Okay, out of desperation, I'm looking for someone to respond. My boyfriend of almost a year, has decided that his religion is marijuana, lsd, dmt, and shrooms. I am a christian, and he knew that at the beginning of our relationship, and told me that he was too. Things were great, we had devotions together, prayed together, went to church together, he really seemed to have an interest in the things of God. A few months into the relationship, he told me that he lied about being a Christian just to be with me. Now he says that his spiritual experiences are through psychedelics. My opinion, natural or not, anything you do to alter your mind, and lose control of yourself is sinful. He says I wouldnt understand because I havent done it. I've smoked cannibis one time in my life, and there was nothing spiritual about it... and when it was over, I prayed and asked God for forgiveness. Ever since he has rejected God, he has fallen deeper and deeper into lies. He says that he is attracted to other men, and I should accept that and be ok with it because that's who is is. I love him, i really do, I pray for him all the time, but he is held by the chains of bondage that he's put on himself when he rejected God. When you reject Jesus, you forfeit the freedom He wants to give you. He's angry, and tells me all the time he's not happy. He lashes out at me, and curses at me. He's obviously unhappy in his ways. Now, many of you think I'm stupid for sticking around. He hasnt been faithful to me. I dont even really spend much time with him anymore, because it's very painful. He's told me I'm unintelligent and my mind is under evolved because of the things I believe. I cant fight his spiritual battles for him, I can only pray. I know God hears me, and I know God has a plan for his life. I'm asking for someone to please reach out. Has anyone one here done psychedelics in their past, and stopped for the sake of their faith? Has God changed your life? Please, someone please respond.
First of all, this is a mistake that many (if not most) psychedelic users make...they believe that the drug is God.

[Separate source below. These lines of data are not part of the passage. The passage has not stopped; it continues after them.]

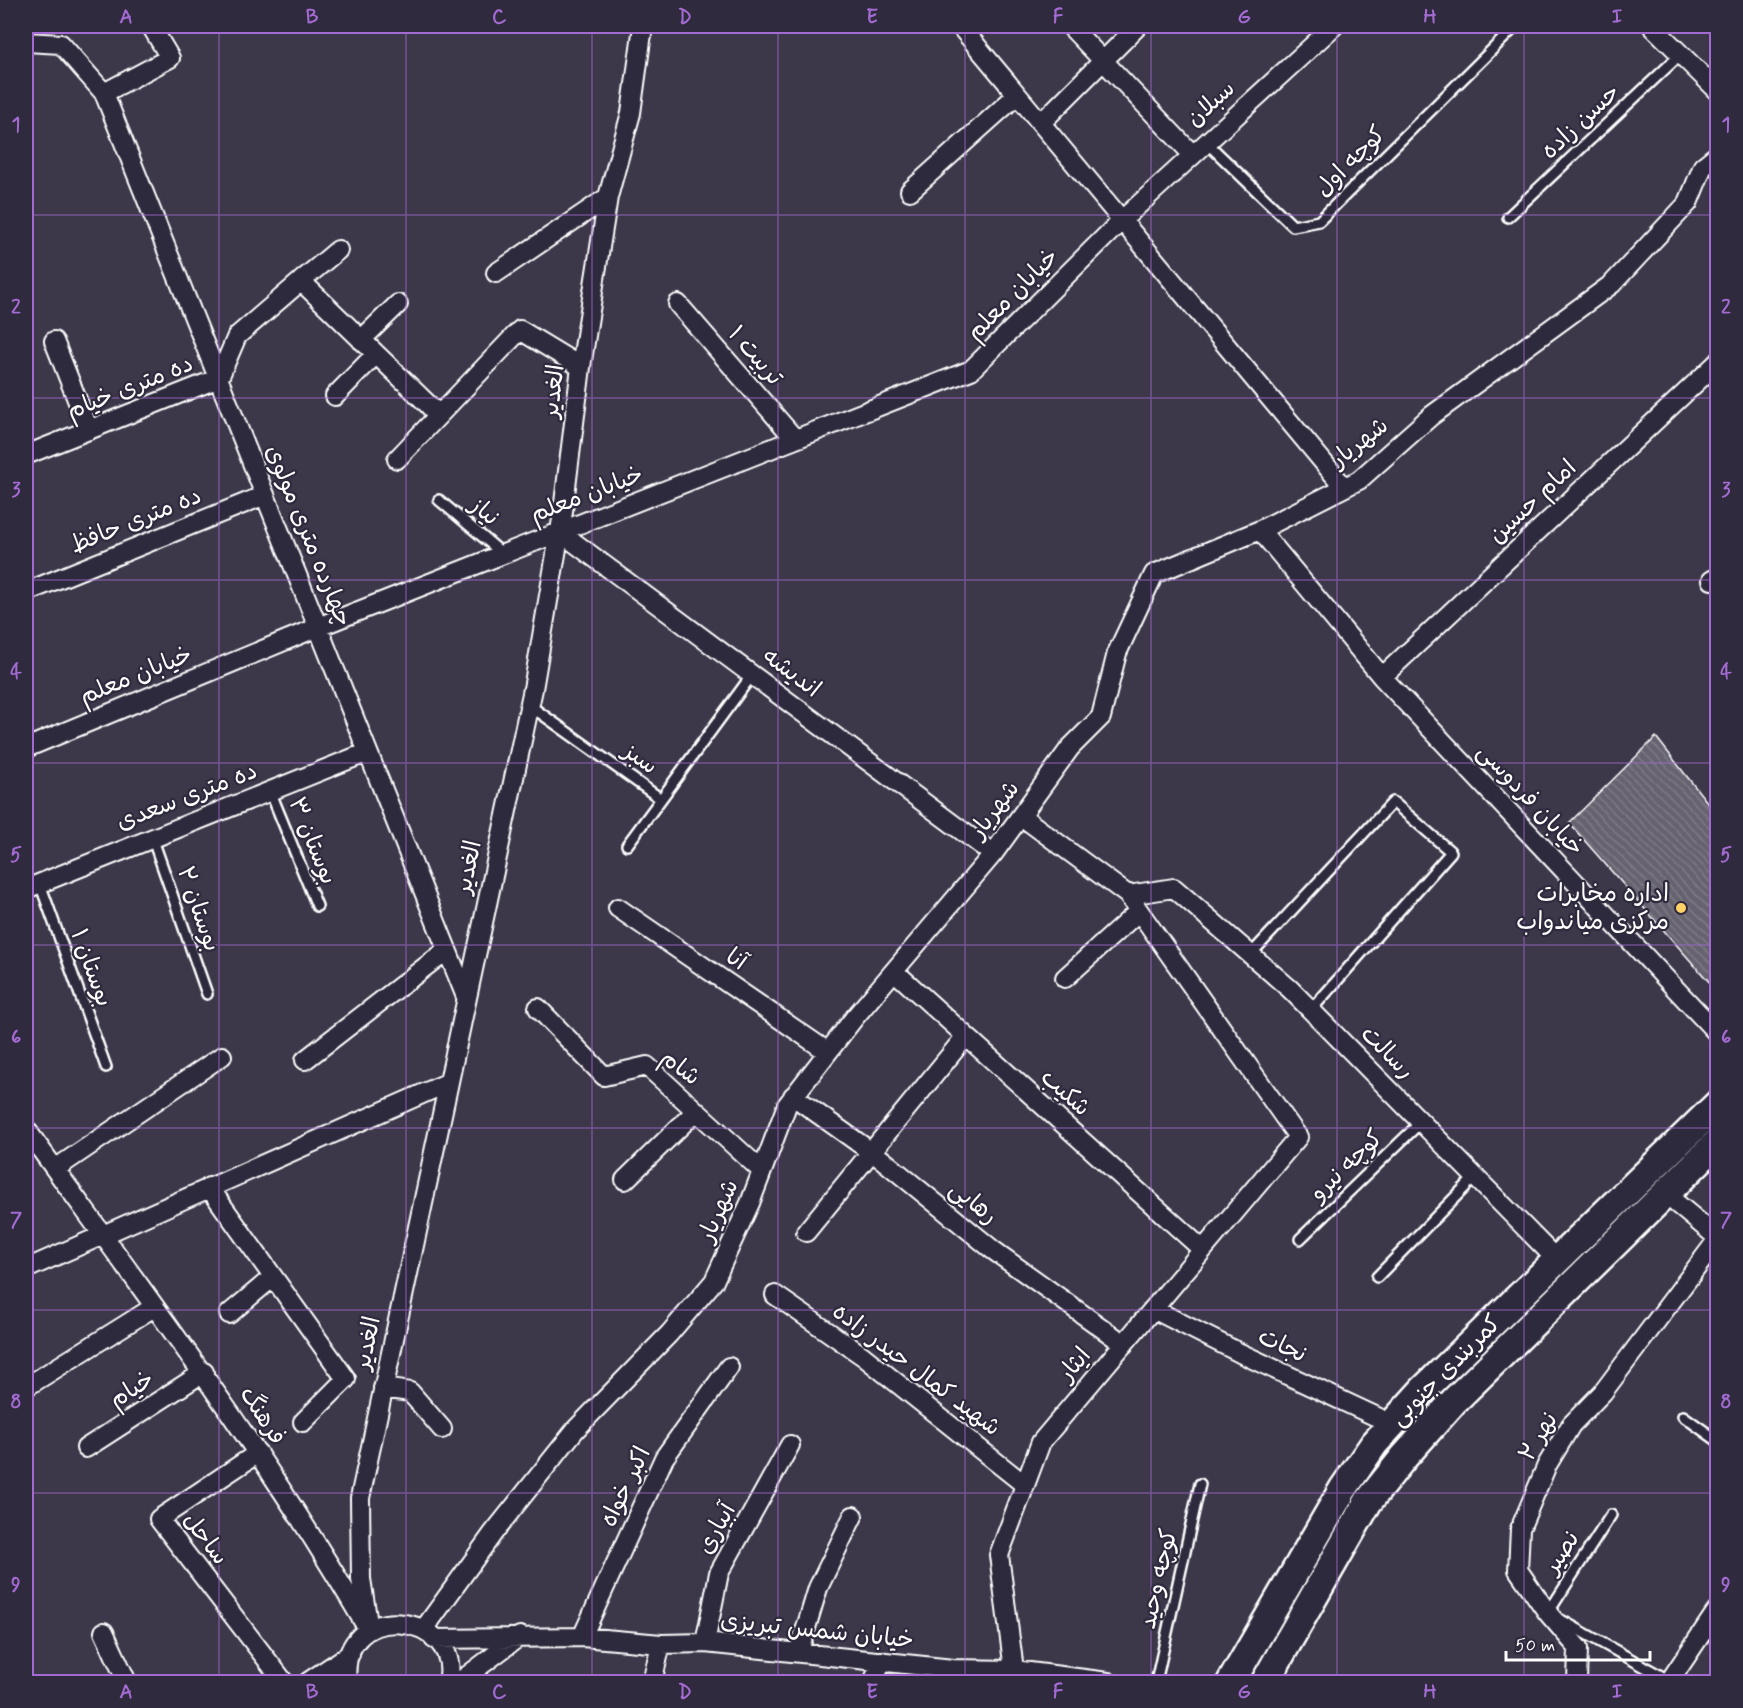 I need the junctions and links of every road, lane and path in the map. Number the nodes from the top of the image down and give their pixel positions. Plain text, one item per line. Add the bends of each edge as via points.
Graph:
1 (151, 26) edge
2 (643, 26) edge
3 (960, 26) edge
4 (1070, 26) edge
5 (1138, 26) edge
6 (1334, 26) edge
7 (1516, 26) edge
8 (1652, 26) edge
9 (26, 42) edge
10 (1681, 54) junction
11 (1102, 60) junction
12 (1718, 92) edge
13 (104, 93) junction
14 (1017, 95) junction
15 (1041, 123) junction
16 (1205, 141) junction
17 (1192, 154) junction
18 (1718, 154) edge
19 (910, 191) dead end
20 (608, 197) junction
21 (1508, 217) dead end
22 (1122, 220) junction
23 (338, 250) dead end
24 (496, 273) dead end
25 (301, 281) junction
26 (398, 304) dead end
27 (678, 304) dead end
28 (362, 340) junction
29 (54, 341) dead end
30 (376, 354) junction
31 (1718, 362) edge
32 (581, 367) junction
33 (219, 378) junction
34 (335, 396) dead end
35 (439, 416) junction
36 (89, 430) junction
37 (795, 439) junction
38 (26, 455) edge
39 (398, 459) dead end
40 (1344, 487) junction
41 (265, 495) junction
42 (439, 500) dead end
43 (1260, 530) junction
44 (560, 532) junction
45 (503, 554) junction
46 (26, 592) edge
47 (318, 627) junction
48 (752, 675) junction
49 (1382, 677) junction
50 (529, 705) junction
51 (26, 748) edge
52 (368, 752) junction
53 (270, 790) junction
54 (661, 799) junction
55 (1021, 816) junction
56 (152, 837) junction
57 (627, 845) dead end
58 (993, 854) junction
59 (32, 885) edge
60 (1128, 895) junction
61 (317, 906) dead end
62 (618, 908) dead end
63 (1138, 911) junction
64 (447, 950) junction
65 (1251, 954) junction
66 (894, 971) junction
67 (1065, 978) dead end
68 (207, 994) dead end
69 (465, 997) junction
70 (538, 1008) dead end
71 (1311, 1010) junction
72 (1718, 1034) edge
73 (966, 1036) junction
74 (828, 1052) junction
75 (222, 1056) dead end
76 (305, 1060) dead end
77 (106, 1067) dead end
78 (447, 1083) junction
79 (793, 1096) junction
80 (1718, 1104) edge
81 (696, 1111) junction
82 (1421, 1122) junction
83 (26, 1129) edge
84 (1718, 1142) edge
85 (872, 1152) junction
86 (55, 1169) junction
87 (762, 1171) junction
88 (1475, 1177) junction
89 (625, 1180) dead end
90 (209, 1187) junction
91 (1664, 1194) junction
92 (806, 1232) dead end
93 (104, 1236) junction
94 (1718, 1238) edge
95 (1300, 1239) dead end
96 (1203, 1250) junction
97 (1557, 1260) junction
98 (26, 1269) edge
99 (273, 1277) junction
100 (1377, 1277) dead end
101 (775, 1295) dead end
102 (154, 1307) junction
103 (1153, 1309) junction
104 (229, 1314) dead end
105 (1124, 1344) junction
106 (729, 1367) dead end
107 (204, 1372) junction
108 (26, 1387) edge
109 (383, 1388) junction
110 (1683, 1416) dead end
111 (303, 1422) dead end
112 (1392, 1424) junction
113 (442, 1429) dead end
114 (1718, 1441) edge
115 (790, 1445) dead end
116 (86, 1448) dead end
117 (258, 1453) junction
118 (1200, 1484) dead end
119 (1025, 1485) junction
120 (1611, 1515) dead end
121 (853, 1516) dead end
122 (1718, 1609) edge
123 (1547, 1612) junction
124 (369, 1630) junction
125 (104, 1632) dead end
126 (429, 1634) junction
127 (520, 1636) junction
128 (582, 1637) junction
129 (705, 1643) junction
130 (661, 1644) junction
131 (799, 1651) junction
132 (351, 1654) junction
133 (882, 1661) junction
134 (1014, 1670) junction
135 (1670, 1682) edge
136 (127, 1683) edge
137 (284, 1683) edge
138 (308, 1683) edge
139 (347, 1683) edge
140 (448, 1683) edge
141 (459, 1683) edge
142 (652, 1683) edge
143 (873, 1683) edge
144 (1108, 1683) edge
145 (1156, 1683) edge
146 (1231, 1683) edge
147 (1265, 1683) edge
148 (1577, 1683) edge

1 - 13 street via 170,58
2 - 20 street, الغدیر via 631,113
3 - 14 street
4 - 11 street
5 - 11 street
6 - 16 street, سبلان
7 - 16 lane, کوچه اول via 1319,221 1293,226
8 - 10 street
9 - 13 street, چهارده متری مولوی via 61,44
10 - 12 street
10 - 21 lane, حسن زاده
11 - 15 street
11 - 17 street
13 - 33 street, چهارده متری مولوی
14 - 15 street
14 - 19 street
15 - 22 street
16 - 17 street, سبلان
17 - 22 street, سبلان
18 - 40 street, شهریار via 1703,166 1688,203 1612,284 1431,416 1359,480
20 - 24 street
20 - 32 street, الغدیر
22 - 37 street, خیابان معلم via 971,370
22 - 40 street
23 - 25 street
25 - 28 street
25 - 33 street via 237,336
25 - 35 street
26 - 28 street
27 - 37 street, تربیت ۱
28 - 30 street
29 - 36 street
30 - 34 street
30 - 35 street
31 - 49 street, امام حسین
32 - 35 street via 520,330
32 - 44 street, الغدیر
33 - 36 street, ده متری خیام
33 - 41 street, چهارده متری مولوی
35 - 39 street
36 - 38 street, ده متری خیام
37 - 44 street, خیابان معلم
40 - 43 street, شهریار
41 - 46 street, ده متری حافظ
41 - 47 street, چهارده متری مولوی
42 - 45 lane, نیاز
43 - 49 street, خیابان فردوسی
43 - 55 street, شهریار via 1154,574 1117,653 1101,717 1070,748
44 - 45 street, خیابان معلم
44 - 48 street, اندیشه
44 - 50 street, الغدیر
45 - 47 street, خیابان معلم
47 - 51 street, خیابان معلم
47 - 52 street, چهارده متری مولوی
48 - 54 lane, سبز
48 - 58 street, اندیشه
49 - 72 street, خیابان فردوسی
50 - 54 lane, سبز
50 - 69 street, الغدیر
52 - 53 street, ده متری سعدی
52 - 64 street, چهارده متری مولوی
53 - 56 street, ده متری سعدی
53 - 61 lane, بوستان ۳
54 - 57 lane
55 - 58 street, شهریار
55 - 60 street
56 - 59 street, ده متری سعدی
56 - 68 lane, بوستان ۲
58 - 66 street, شهریار
59 - 77 lane, بوستان ۱
60 - 63 street
60 - 65 street, رسالت via 1174,888
62 - 74 street, آنا
63 - 67 street
63 - 96 street, ایثار via 1298,1137
64 - 69 street, چهارده متری مولوی
64 - 76 street
65 - 71 street, رسالت
65 - 71 lane via 1393,802 1450,852
66 - 73 street, شکیب
66 - 74 street, شهریار
69 - 78 street, الغدیر
70 - 81 street, شام via 604,1076 647,1066
71 - 82 street, رسالت
73 - 85 street
73 - 96 street, شکیب
74 - 79 street, شهریار
75 - 86 street
78 - 90 street
78 - 109 street, الغدیر
79 - 85 street, رهایی
79 - 87 street, شهریار
80 - 97 main road, کمربندی جنوبی
81 - 87 street, شام
81 - 89 street
82 - 88 street, رسالت
82 - 95 lane, کوچه نیرو
83 - 86 street, فرهنگ
84 - 91 main road, کمربندی جنوبی
85 - 92 street
85 - 105 street, رهایی via 993,1250
86 - 93 street, فرهنگ
87 - 126 street, شهریار via 714,1281 669,1334 576,1429 494,1532
88 - 97 street, رسالت
88 - 100 lane
90 - 93 street
90 - 99 street
91 - 94 street
91 - 147 main road, کمربندی جنوبی via 1454,1401 1404,1457 1368,1502
93 - 98 street
93 - 102 street, فرهنگ
94 - 123 street, نهر ۲ via 1603,1392 1571,1425 1547,1465 1520,1529 1518,1570
96 - 103 street, ایثار
97 - 112 main road, کمربندی جنوبی
99 - 104 street
99 - 111 street via 346,1379
101 - 119 street, شهید کمال حیدر زاده via 863,1356
102 - 107 street, فرهنگ
102 - 108 street
103 - 105 street, ایثار
103 - 112 street, نجات
105 - 119 street, ایثار via 1041,1442
106 - 128 street, اکبر خواه via 664,1458
107 - 116 street, خیام
107 - 117 street, فرهنگ
109 - 113 street via 410,1392
109 - 124 street, الغدیر via 360,1498 361,1579
110 - 114 lane
112 - 146 main road, کمربندی جنوبی via 1343,1489
115 - 129 street, آبیاری via 719,1573
117 - 124 street, فرهنگ
117 - 137 street, ساحل via 159,1519
118 - 145 lane, کوچه وحید
119 - 134 street, ایثار via 999,1555
120 - 123 lane, نصیر
121 - 131 street via 818,1587
122 - 135 street
123 - 135 lane
123 - 148 street, نهر ۲ via 1578,1648
124 - 126 street, خیابان شمس تبریزی via 396,1622 410,1623
124 - 132 street
125 - 136 street
126 - 127 street, خیابان شمس تبریزی
126 - 140 street via 449,1664
127 - 128 street, خیابان شمس تبریزی
127 - 141 street
128 - 130 street, خیابان شمس تبریزی
129 - 130 street, خیابان شمس تبریزی
129 - 131 street, خیابان شمس تبریزی
130 - 142 street
131 - 133 street, خیابان شمس تبریزی
132 - 138 street
132 - 139 street via 346,1668
133 - 134 street, خیابان شمس تبریزی via 953,1669
133 - 143 street
134 - 144 street, خیابان شمس تبریزی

Regardless of whether or not it can induce a spiritual experience, if it's NEEDED to come in contact with the divine, then it's simply a mask for selfish drug abuse. I'm not here to debate whether they can be used for good or not; what I am saying is that
even coming from someone with an open mind about these things, this is heinous. The "you wouldn't understand, you haven't done it" argument is also ridiculous, and an assumption that your mind operates in this addictive bubble like his does. I'm also not here to debate on homosexuality, but here's the deal:
1. He lied. That which is based on lies, thrives on lies. You will find out more and more about him that you do not like or agree with.
2. Your belief structures clearly don't match. I'm not going to say "He's not a Christian so he's wrong; dump him" but I WILL say that your faith is clearly important to you, and you have your convictions that it is truth. When you're as passionate and convinced of something as God, Christ, etc., being intimate with someone who clearly disagrees is going to cause tension, heartache, and looooots of stress. Plus, if you succumb to his wishes, you may find yourself falling from what saved you in the first place.
3. Unfaithful? The biggest killer. Not only is it nearly impossible to repair, it tends to repeat itself.
4. He curses, insults you, claims you don't understand. The more you stay, the more you believe him. He's got this idea that he's the cat, and you're the mouse - and he's got you where he wants you. It's not about you, or even "us"; it's about power.
5. You can talk to a person suffering from deep depression as much as you want, and it can often help, but NOTHING WILL CHANGE until they are determined to change. No matter how hard you try, you do not have the power to change them. It becomes a battle of will - your will for him may be strong, but his will for himself is equally stronger...and it is actually stronger as he governs his own actions. Ultimately, God's will determines reality.
Asking if anyone has stopped psychedelics for the sake of faith will not provide the answers, or guidance, you need....however, I will respond. While psychedelics don't compile the majority of my drug resume, I will speak on drug use in general: I'm not opposed to certain things, but I do not use them for a reason. I have an extensive history with drugs, including the abuse of many prescriptions, ecstasy, cocaine, crack, meth, acid, mushrooms, ketamine, mescaline, and others. I come from a very loving family who watched me destroy myself for years. Granted, I couldn't have done it without them; however, what stopped me was not their talks, or letters, or what have you. What stopped me was multiple hospital visits, depression, and finally realizing that I chose what path to take. This may not be what you want to hear - no one wants to see a loved one suffer. But the more you stick around, the more you cater to his manipulative "needs" and the more comfortable he'll be.
The truth is, in my opinion, if he's going to change, for one he needs to lose you. If it devastates him, it may be the catalyst to him realizing what he's done. If it doesn't bother him in the least, then you certainly deserve better, and he'll burn himself out eventually in other ways.
Also, take caution when dealing with the separation. Many times the "victim" will drop to their knees, cry, beg forgiveness, and of course you (having a tender heart) believe they are changed for good. This generally leads to the same painful situation you were in to begin with.
He lied, he's unfaithful, he has no respect for your beliefs or ethical ideas. Drop the guy. Don't hate him, but stay away.